WORK REQUEST
Return the count of lines in the following records that include "strokeStyle", and nothing more.
☆ ☆ ☆ ☆ ☆ ☆ ☆
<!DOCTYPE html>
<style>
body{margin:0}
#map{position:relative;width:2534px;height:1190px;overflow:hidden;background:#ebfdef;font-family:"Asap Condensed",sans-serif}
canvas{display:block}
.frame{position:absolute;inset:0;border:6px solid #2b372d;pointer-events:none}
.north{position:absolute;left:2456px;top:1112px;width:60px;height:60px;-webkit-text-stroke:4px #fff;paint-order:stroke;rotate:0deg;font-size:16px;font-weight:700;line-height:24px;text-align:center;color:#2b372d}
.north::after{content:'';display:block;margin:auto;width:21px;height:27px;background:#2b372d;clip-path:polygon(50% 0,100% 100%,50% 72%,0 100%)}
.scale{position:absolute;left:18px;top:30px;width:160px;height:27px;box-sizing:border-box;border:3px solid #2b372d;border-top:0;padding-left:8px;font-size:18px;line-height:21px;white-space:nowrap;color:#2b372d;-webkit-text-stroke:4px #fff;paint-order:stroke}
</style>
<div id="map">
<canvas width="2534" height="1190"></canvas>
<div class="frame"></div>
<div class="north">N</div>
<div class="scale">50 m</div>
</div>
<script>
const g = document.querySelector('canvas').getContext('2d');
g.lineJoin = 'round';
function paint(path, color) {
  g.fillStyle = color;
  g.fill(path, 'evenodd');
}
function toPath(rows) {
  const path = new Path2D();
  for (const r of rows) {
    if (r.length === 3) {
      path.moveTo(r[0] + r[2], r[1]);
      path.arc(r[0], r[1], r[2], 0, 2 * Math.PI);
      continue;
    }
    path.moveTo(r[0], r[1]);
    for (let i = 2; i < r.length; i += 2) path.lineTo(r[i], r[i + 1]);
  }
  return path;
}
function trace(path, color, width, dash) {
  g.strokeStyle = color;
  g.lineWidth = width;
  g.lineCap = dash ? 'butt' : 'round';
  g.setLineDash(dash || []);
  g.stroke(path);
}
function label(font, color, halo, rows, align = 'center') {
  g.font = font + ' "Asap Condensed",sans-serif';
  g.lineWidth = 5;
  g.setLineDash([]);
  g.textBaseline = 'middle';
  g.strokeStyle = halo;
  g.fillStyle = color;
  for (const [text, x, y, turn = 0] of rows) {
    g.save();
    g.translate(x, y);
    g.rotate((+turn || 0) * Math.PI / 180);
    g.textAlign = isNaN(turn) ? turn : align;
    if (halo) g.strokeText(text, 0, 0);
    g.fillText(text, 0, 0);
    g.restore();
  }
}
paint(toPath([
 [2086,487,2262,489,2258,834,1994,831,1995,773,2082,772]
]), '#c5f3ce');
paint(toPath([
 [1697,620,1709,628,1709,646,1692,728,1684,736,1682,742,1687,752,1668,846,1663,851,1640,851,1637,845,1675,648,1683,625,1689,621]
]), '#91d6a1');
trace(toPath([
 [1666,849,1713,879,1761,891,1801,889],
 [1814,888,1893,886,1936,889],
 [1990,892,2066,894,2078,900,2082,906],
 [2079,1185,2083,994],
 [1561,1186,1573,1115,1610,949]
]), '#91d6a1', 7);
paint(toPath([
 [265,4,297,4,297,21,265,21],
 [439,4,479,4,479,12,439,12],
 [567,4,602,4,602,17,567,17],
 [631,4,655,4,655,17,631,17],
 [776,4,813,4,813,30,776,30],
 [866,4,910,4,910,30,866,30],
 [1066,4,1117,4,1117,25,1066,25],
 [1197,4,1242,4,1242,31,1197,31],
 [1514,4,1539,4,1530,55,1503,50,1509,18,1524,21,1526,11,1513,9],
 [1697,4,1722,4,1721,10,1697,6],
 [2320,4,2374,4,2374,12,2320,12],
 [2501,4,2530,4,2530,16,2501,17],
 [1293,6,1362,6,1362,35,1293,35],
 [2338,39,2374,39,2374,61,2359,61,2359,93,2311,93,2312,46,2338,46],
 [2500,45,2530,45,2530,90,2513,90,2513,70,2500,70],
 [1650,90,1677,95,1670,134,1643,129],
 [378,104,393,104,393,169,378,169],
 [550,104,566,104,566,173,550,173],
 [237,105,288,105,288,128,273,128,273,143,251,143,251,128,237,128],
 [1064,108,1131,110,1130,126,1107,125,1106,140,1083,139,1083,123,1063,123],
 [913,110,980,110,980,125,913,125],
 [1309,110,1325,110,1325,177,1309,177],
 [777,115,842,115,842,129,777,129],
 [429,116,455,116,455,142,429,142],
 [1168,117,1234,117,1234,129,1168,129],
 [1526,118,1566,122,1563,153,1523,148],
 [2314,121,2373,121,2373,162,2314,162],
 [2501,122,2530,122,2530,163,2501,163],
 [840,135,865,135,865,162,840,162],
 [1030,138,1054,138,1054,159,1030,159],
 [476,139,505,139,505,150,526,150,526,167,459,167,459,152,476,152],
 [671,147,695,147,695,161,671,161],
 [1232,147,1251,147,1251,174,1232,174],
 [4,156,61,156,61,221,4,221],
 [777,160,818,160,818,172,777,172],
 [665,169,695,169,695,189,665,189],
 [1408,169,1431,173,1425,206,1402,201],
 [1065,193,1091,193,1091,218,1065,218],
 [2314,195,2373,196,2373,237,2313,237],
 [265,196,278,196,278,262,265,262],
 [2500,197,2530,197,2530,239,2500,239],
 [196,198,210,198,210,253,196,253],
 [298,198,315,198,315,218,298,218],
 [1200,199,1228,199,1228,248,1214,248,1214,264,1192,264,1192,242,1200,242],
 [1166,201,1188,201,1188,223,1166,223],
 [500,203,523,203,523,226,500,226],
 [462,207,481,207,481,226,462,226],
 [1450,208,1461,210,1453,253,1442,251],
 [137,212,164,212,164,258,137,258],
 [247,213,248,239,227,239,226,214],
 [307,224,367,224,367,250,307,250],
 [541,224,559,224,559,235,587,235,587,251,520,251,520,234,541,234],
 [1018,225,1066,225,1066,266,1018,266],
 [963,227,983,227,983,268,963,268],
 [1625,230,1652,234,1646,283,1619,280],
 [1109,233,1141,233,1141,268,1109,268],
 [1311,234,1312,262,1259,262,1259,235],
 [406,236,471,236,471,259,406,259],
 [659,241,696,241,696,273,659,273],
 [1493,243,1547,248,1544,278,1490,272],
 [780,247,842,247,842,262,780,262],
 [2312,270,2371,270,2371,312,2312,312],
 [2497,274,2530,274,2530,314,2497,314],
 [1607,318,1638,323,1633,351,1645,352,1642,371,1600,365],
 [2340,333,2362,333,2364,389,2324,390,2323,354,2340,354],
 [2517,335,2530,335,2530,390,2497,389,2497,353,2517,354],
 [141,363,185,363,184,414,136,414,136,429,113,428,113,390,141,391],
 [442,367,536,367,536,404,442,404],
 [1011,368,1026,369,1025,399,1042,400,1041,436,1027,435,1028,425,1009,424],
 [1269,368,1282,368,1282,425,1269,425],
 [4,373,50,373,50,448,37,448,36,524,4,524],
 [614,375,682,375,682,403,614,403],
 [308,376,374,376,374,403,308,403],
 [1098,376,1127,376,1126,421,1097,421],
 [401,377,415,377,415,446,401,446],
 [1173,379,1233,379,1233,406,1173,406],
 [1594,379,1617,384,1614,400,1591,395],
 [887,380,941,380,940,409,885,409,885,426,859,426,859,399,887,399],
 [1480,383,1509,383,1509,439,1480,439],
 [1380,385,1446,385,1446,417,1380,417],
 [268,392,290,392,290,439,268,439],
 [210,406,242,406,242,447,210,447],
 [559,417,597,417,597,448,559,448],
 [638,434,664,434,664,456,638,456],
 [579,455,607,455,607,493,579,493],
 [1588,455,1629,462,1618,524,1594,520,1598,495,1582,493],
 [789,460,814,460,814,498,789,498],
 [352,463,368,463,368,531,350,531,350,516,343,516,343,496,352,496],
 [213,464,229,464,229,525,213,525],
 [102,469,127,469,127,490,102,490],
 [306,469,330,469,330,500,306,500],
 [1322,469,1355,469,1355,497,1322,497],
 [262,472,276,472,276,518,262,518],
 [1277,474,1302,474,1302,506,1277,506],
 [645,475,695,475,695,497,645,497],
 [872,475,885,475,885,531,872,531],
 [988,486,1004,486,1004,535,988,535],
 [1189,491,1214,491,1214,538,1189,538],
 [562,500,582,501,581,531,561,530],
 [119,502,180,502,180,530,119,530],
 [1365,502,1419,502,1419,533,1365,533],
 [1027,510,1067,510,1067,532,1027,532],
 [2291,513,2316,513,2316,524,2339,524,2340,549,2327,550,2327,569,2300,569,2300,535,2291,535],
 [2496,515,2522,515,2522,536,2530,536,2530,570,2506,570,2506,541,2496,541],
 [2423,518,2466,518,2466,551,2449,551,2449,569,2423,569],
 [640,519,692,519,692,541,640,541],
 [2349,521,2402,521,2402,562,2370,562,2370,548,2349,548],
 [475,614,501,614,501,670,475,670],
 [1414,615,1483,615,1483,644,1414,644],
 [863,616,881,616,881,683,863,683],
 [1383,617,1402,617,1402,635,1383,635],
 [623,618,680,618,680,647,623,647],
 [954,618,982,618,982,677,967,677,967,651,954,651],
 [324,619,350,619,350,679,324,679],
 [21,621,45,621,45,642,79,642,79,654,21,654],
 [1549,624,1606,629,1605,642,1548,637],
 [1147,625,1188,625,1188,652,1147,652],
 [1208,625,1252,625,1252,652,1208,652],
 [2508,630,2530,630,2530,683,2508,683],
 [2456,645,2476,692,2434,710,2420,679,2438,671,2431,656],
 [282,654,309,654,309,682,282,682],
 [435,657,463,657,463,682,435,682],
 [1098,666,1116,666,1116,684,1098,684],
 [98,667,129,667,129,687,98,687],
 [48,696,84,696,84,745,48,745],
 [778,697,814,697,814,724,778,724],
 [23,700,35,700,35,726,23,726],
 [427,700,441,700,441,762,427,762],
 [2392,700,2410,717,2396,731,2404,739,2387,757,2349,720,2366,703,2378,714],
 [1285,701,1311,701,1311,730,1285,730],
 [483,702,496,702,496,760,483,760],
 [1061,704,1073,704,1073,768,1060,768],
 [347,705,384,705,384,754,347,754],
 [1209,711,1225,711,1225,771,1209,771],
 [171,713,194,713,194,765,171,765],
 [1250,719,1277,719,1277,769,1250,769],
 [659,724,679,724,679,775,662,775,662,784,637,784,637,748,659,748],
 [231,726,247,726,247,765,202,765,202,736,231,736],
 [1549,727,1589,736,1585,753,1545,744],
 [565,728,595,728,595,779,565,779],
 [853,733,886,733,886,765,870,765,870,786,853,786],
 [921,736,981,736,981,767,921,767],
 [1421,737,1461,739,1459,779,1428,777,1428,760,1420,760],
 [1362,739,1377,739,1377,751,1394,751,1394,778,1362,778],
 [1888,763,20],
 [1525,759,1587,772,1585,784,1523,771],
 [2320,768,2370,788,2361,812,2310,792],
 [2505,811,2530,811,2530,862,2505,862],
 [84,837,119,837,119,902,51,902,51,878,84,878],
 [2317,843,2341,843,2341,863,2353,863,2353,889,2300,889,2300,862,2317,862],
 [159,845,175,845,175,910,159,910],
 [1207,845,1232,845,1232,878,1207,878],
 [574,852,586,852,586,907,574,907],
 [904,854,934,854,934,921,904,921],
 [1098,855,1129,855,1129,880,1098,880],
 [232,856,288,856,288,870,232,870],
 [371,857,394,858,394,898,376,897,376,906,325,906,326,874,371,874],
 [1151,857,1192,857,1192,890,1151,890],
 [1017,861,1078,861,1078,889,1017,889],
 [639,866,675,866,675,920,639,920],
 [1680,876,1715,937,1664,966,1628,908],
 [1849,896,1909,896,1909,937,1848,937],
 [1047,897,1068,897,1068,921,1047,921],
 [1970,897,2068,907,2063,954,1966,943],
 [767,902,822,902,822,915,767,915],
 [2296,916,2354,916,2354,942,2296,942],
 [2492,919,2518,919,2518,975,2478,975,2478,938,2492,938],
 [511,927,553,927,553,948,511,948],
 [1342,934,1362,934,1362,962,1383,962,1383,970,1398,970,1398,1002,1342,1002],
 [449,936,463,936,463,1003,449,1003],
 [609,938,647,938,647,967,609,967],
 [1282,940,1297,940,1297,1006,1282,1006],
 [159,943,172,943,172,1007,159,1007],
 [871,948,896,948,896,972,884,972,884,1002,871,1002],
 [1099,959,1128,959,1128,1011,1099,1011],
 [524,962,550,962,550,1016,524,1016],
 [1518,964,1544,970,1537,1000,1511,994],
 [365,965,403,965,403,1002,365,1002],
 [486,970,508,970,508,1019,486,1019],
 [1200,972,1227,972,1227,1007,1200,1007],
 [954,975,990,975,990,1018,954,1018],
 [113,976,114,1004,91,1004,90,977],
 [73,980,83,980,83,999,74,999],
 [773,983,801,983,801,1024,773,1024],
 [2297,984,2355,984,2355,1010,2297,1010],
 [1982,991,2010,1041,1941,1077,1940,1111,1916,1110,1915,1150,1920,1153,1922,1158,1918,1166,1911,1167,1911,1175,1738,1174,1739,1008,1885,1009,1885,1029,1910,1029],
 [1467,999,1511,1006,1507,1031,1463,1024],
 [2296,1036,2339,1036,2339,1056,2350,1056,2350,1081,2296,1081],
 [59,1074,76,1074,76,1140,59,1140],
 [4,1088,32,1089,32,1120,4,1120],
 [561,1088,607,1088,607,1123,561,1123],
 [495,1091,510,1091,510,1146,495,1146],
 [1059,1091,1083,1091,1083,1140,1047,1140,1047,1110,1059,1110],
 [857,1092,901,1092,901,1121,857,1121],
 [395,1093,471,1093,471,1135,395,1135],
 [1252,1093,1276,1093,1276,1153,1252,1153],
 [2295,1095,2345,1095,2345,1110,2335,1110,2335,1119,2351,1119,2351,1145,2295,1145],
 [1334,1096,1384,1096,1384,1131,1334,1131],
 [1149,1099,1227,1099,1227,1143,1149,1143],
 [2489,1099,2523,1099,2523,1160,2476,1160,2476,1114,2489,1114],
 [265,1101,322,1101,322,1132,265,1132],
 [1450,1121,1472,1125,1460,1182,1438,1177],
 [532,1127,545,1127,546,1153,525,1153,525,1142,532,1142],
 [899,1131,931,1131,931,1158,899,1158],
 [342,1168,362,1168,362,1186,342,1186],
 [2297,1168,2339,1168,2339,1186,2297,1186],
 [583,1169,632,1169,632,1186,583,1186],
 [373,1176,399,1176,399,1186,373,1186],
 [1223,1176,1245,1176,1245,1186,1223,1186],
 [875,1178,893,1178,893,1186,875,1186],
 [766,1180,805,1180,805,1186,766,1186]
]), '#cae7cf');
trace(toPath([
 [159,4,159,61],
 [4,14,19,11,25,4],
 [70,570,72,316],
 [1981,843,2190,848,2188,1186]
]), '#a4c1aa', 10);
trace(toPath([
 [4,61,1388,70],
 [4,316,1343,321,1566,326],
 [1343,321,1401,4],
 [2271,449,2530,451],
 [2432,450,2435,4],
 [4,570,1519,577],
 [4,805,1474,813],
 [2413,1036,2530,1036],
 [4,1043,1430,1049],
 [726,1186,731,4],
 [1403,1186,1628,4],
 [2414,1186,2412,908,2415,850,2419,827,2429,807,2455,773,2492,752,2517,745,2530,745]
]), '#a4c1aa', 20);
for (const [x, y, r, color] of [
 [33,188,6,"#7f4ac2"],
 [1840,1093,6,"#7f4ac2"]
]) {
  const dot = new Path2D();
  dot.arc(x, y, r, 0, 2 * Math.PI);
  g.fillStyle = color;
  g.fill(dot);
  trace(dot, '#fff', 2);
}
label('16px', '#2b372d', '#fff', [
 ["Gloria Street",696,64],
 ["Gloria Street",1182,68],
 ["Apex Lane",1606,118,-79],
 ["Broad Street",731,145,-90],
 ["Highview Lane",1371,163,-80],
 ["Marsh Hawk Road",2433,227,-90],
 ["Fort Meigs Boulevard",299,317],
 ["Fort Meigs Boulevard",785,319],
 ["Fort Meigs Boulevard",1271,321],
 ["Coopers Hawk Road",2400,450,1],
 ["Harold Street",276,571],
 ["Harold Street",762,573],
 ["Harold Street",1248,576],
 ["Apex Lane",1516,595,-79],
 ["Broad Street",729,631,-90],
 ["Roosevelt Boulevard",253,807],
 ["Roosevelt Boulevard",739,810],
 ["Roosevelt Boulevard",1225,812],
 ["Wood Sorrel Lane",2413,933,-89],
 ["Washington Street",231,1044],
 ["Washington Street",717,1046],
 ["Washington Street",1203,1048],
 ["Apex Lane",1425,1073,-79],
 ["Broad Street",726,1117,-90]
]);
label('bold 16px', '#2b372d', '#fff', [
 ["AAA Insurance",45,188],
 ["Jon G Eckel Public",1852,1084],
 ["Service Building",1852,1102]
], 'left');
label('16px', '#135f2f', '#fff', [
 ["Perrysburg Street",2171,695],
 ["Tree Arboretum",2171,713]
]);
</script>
☆ ☆ ☆ ☆ ☆ ☆ ☆
TASK SOLUTION
2